<<<<
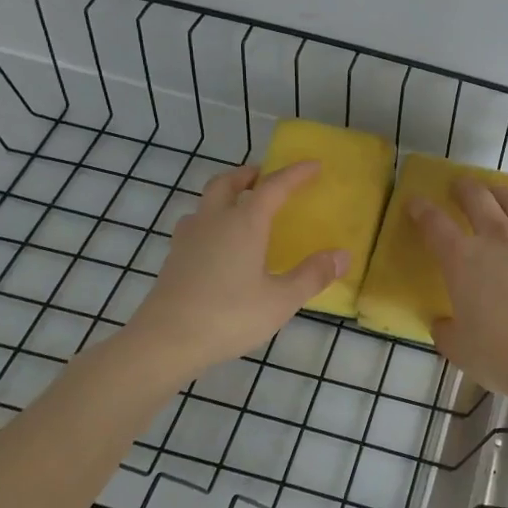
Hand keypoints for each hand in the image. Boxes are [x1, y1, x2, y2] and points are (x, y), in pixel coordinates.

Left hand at [122, 162, 346, 378]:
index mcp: (244, 223)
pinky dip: (211, 220)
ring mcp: (188, 239)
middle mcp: (214, 221)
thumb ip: (312, 275)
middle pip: (227, 182)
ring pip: (206, 202)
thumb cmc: (229, 316)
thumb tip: (343, 255)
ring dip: (225, 195)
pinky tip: (218, 244)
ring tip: (241, 209)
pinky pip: (195, 225)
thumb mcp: (281, 300)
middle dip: (249, 174)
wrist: (165, 341)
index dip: (295, 173)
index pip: (273, 187)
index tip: (313, 165)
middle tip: (265, 177)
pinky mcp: (173, 258)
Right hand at [408, 181, 507, 403]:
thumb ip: (446, 331)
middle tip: (460, 189)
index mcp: (462, 260)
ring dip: (500, 193)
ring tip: (498, 195)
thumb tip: (442, 322)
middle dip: (463, 188)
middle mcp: (497, 236)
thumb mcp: (461, 350)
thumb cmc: (506, 357)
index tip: (416, 204)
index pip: (434, 224)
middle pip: (475, 196)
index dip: (421, 210)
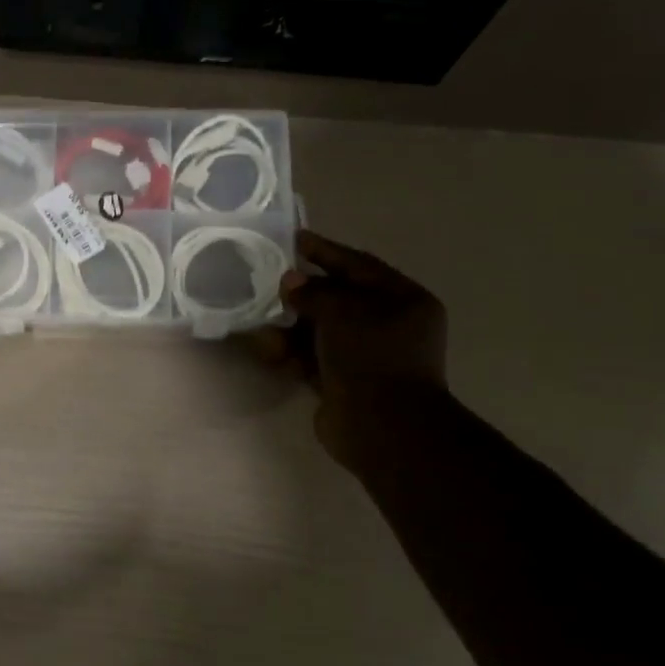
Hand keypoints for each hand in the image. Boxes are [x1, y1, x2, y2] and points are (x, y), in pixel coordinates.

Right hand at [251, 229, 448, 471]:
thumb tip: (291, 281)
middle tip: (267, 280)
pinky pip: (311, 358)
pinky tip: (267, 349)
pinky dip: (290, 353)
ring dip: (290, 325)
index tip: (294, 238)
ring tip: (261, 320)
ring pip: (320, 330)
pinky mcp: (343, 381)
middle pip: (338, 298)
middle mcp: (388, 325)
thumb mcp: (344, 311)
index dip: (326, 251)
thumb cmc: (372, 357)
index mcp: (403, 300)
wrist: (381, 427)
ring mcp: (365, 356)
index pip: (359, 266)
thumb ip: (314, 292)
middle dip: (302, 291)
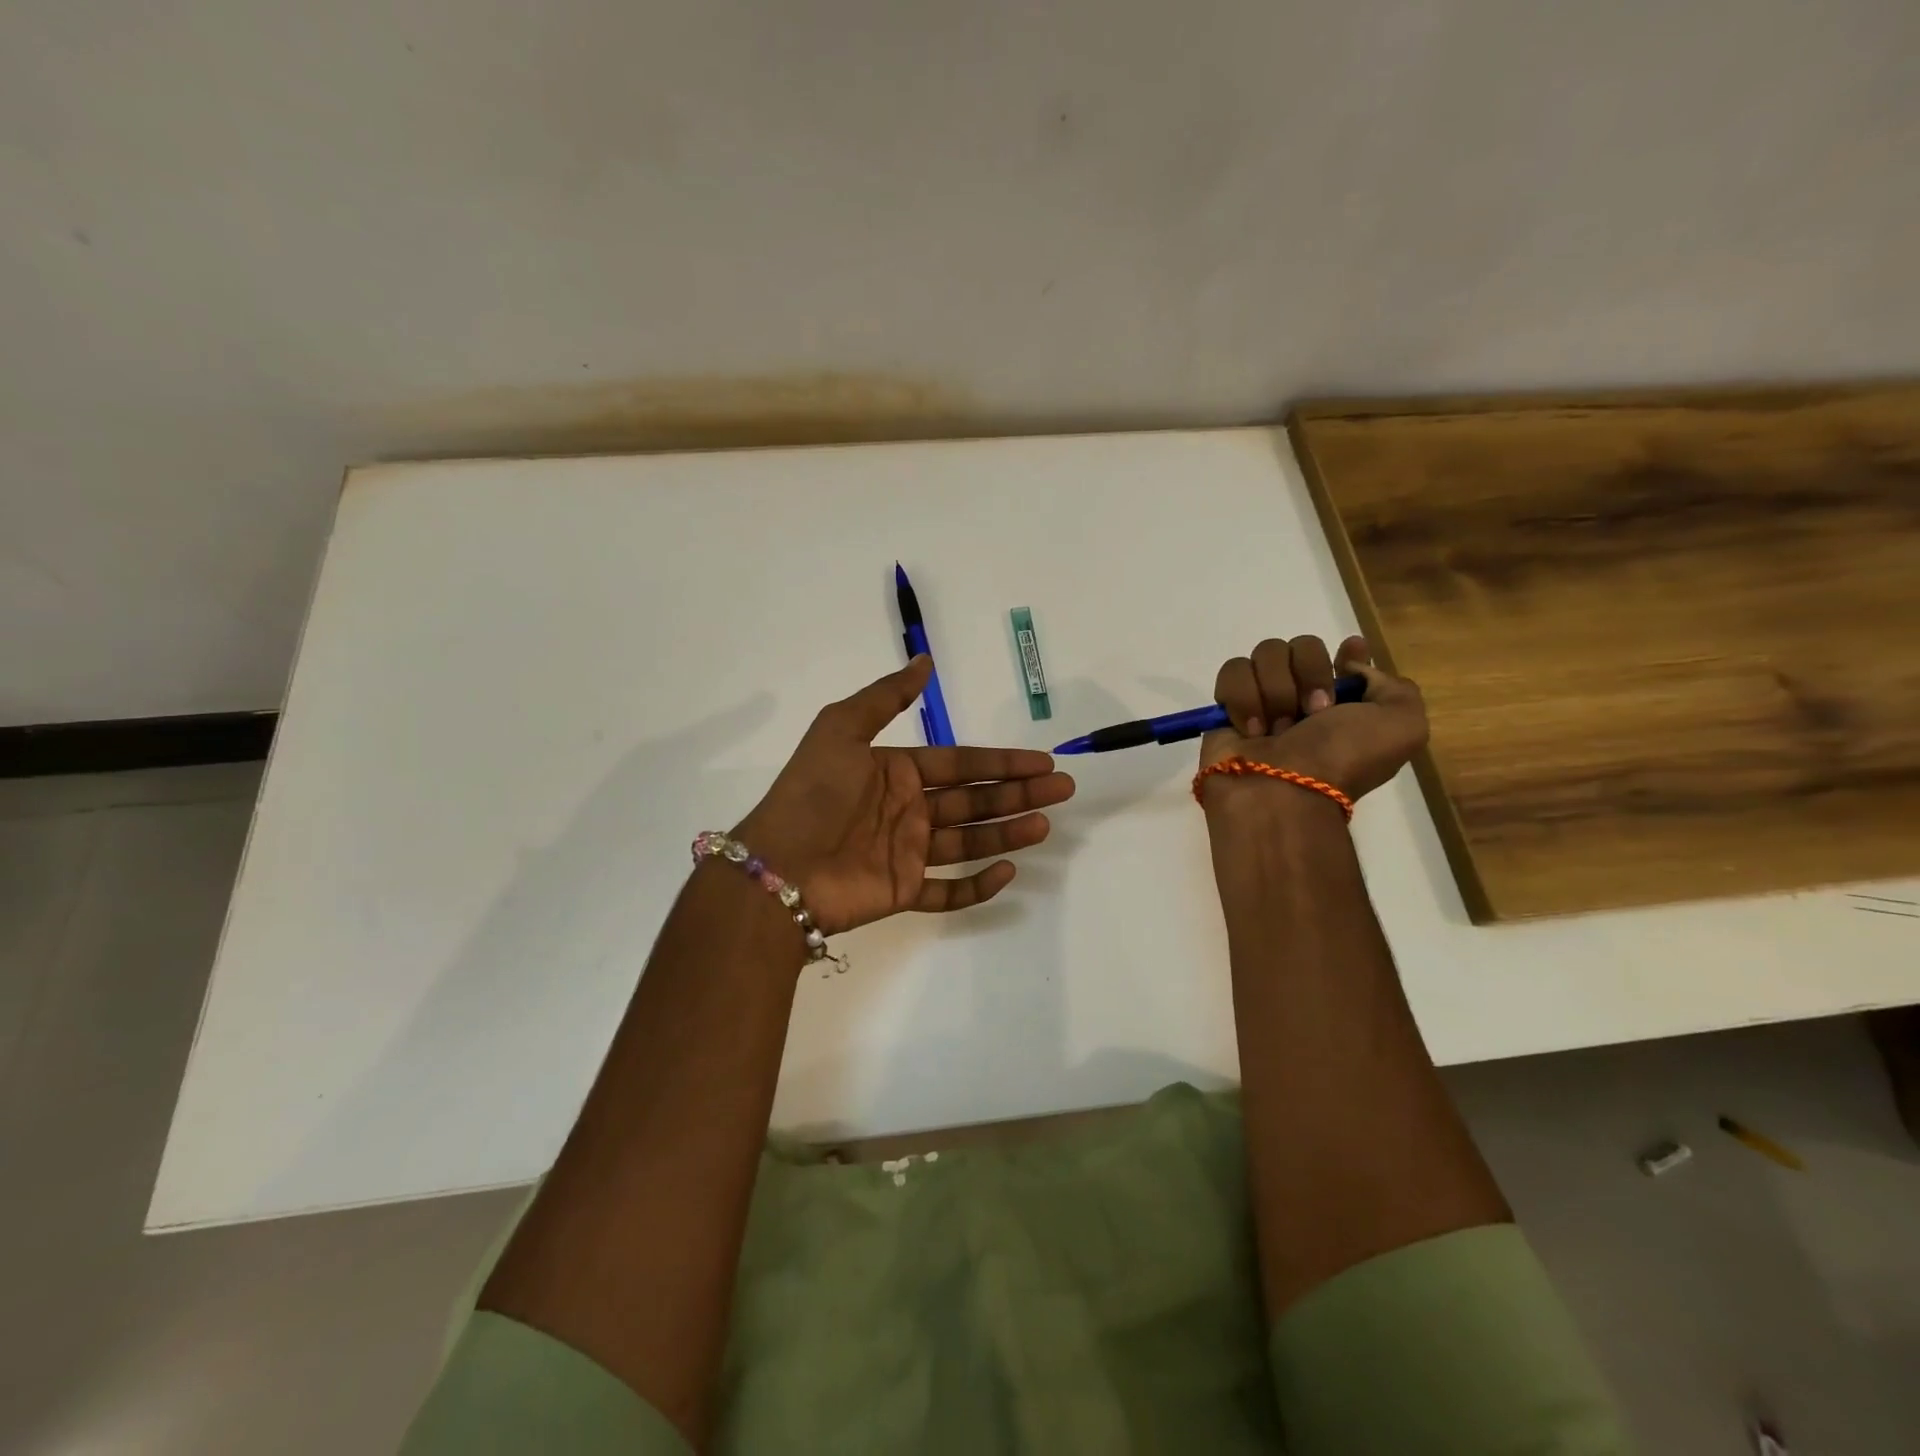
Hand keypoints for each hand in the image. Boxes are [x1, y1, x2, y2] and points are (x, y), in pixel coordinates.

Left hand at [732, 656, 1075, 934]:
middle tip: (1062, 790)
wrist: (778, 867)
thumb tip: (924, 659)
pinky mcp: (902, 891)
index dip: (1002, 762)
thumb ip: (886, 696)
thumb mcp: (841, 729)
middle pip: (973, 800)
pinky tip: (1007, 871)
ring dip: (1007, 832)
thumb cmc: (813, 794)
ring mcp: (906, 852)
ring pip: (968, 841)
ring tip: (1044, 824)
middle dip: (1018, 794)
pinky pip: (947, 891)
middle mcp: (907, 809)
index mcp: (896, 770)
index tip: (1042, 761)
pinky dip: (976, 885)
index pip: (961, 763)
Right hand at [1198, 634, 1426, 809]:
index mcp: (1347, 705)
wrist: (1283, 790)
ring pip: (1265, 654)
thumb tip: (1347, 669)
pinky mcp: (1226, 706)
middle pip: (1302, 645)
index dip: (1347, 652)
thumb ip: (1394, 686)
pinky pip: (1232, 672)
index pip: (1345, 660)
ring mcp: (1263, 700)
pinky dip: (1243, 699)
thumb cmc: (1342, 758)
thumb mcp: (1403, 726)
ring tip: (1277, 729)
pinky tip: (1250, 729)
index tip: (1349, 650)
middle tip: (1313, 711)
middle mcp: (1304, 699)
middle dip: (1309, 673)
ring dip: (1276, 691)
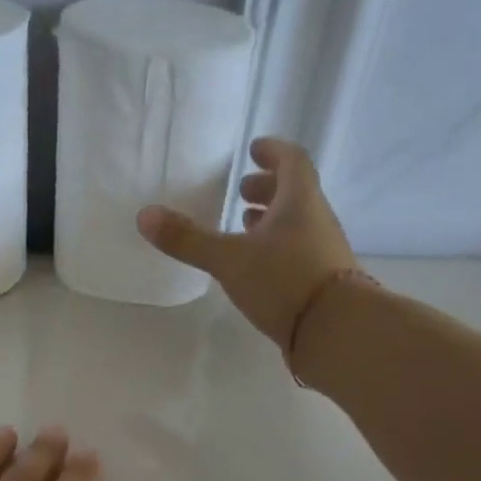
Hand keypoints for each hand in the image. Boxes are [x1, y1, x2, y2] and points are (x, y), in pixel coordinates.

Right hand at [137, 136, 356, 345]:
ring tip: (246, 226)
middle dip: (268, 188)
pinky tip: (260, 266)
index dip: (272, 152)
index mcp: (299, 200)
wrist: (336, 330)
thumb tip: (145, 215)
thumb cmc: (284, 281)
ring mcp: (324, 251)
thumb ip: (189, 240)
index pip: (291, 161)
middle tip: (243, 191)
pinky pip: (299, 251)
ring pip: (297, 223)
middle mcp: (316, 219)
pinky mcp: (323, 281)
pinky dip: (278, 247)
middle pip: (295, 192)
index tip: (255, 149)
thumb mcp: (229, 260)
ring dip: (273, 219)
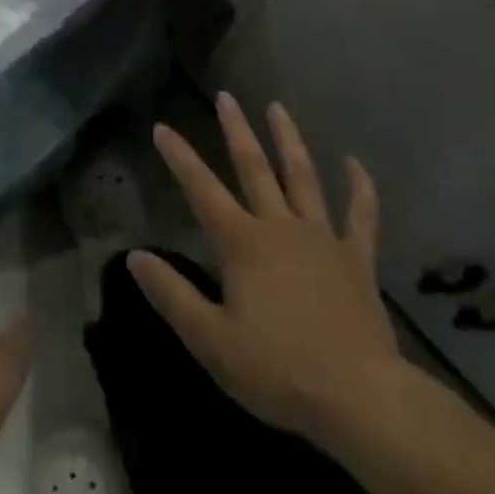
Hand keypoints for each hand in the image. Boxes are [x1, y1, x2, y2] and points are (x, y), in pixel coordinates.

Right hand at [130, 94, 404, 445]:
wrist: (360, 398)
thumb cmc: (279, 370)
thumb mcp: (211, 341)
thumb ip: (172, 295)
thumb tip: (134, 256)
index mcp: (242, 243)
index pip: (201, 190)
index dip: (179, 157)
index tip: (162, 127)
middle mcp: (280, 227)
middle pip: (254, 168)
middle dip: (236, 130)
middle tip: (226, 96)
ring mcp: (322, 238)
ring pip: (303, 177)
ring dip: (288, 140)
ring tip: (278, 108)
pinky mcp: (357, 259)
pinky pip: (360, 215)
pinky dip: (360, 188)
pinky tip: (356, 163)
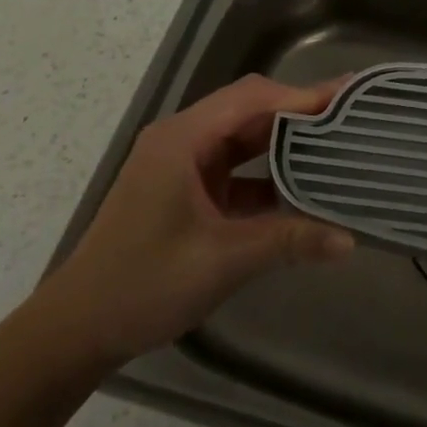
>>>>
> **The problem**
Everything from the first line of the records through the line containing "middle mcp: (388, 325)" should be reproduced exactly, apart from the pictures.

> **Exercise answer**
Hand keypoints for each hand in the image. Boxes are [x1, y1, x2, y2] and points are (x, y), in pixel coordinates.

Left hand at [122, 162, 346, 378]:
index mcp: (244, 223)
pinky dip: (211, 220)
ring mcp: (188, 239)
middle mcp: (214, 221)
thumb ip: (312, 275)
middle pip: (227, 182)
ring pip: (206, 202)
thumb cmc: (229, 316)
thumb tip: (343, 255)
ring dip: (225, 195)
pinky tip: (218, 244)
ring tip: (241, 209)
pinky pip: (195, 225)
thumb mcp: (281, 300)
middle dip: (249, 174)
wrist: (165, 341)
index dip: (295, 173)
index pip: (273, 187)
index tip: (313, 165)
middle tip: (265, 177)
pinky mcp: (173, 258)
Right hand at [408, 181, 507, 403]:
thumb ip: (446, 331)
middle tip: (460, 189)
index mcp: (462, 260)
ring dip: (500, 193)
ring tip: (498, 195)
thumb tip: (442, 322)
middle dip: (463, 188)
middle mcp: (497, 236)
thumb mcp: (461, 350)
thumb cmc: (506, 357)
index tip: (416, 204)
index pip: (434, 224)
middle pip: (475, 196)
index dip: (421, 210)
Hand keypoints for each hand in the image. Boxes are [x1, y1, x2, y2] and points are (x, y), in pixel coordinates.

Right hand at [251, 229, 448, 471]:
thumb tip: (291, 281)
middle tip: (267, 280)
pinky pip: (311, 358)
pinky tip: (267, 349)
pinky dip: (290, 353)
ring dip: (290, 325)
index tip: (294, 238)
ring tip: (261, 320)
ring pip: (320, 330)
pinky mcp: (343, 381)
middle pip: (338, 298)
middle mcp: (388, 325)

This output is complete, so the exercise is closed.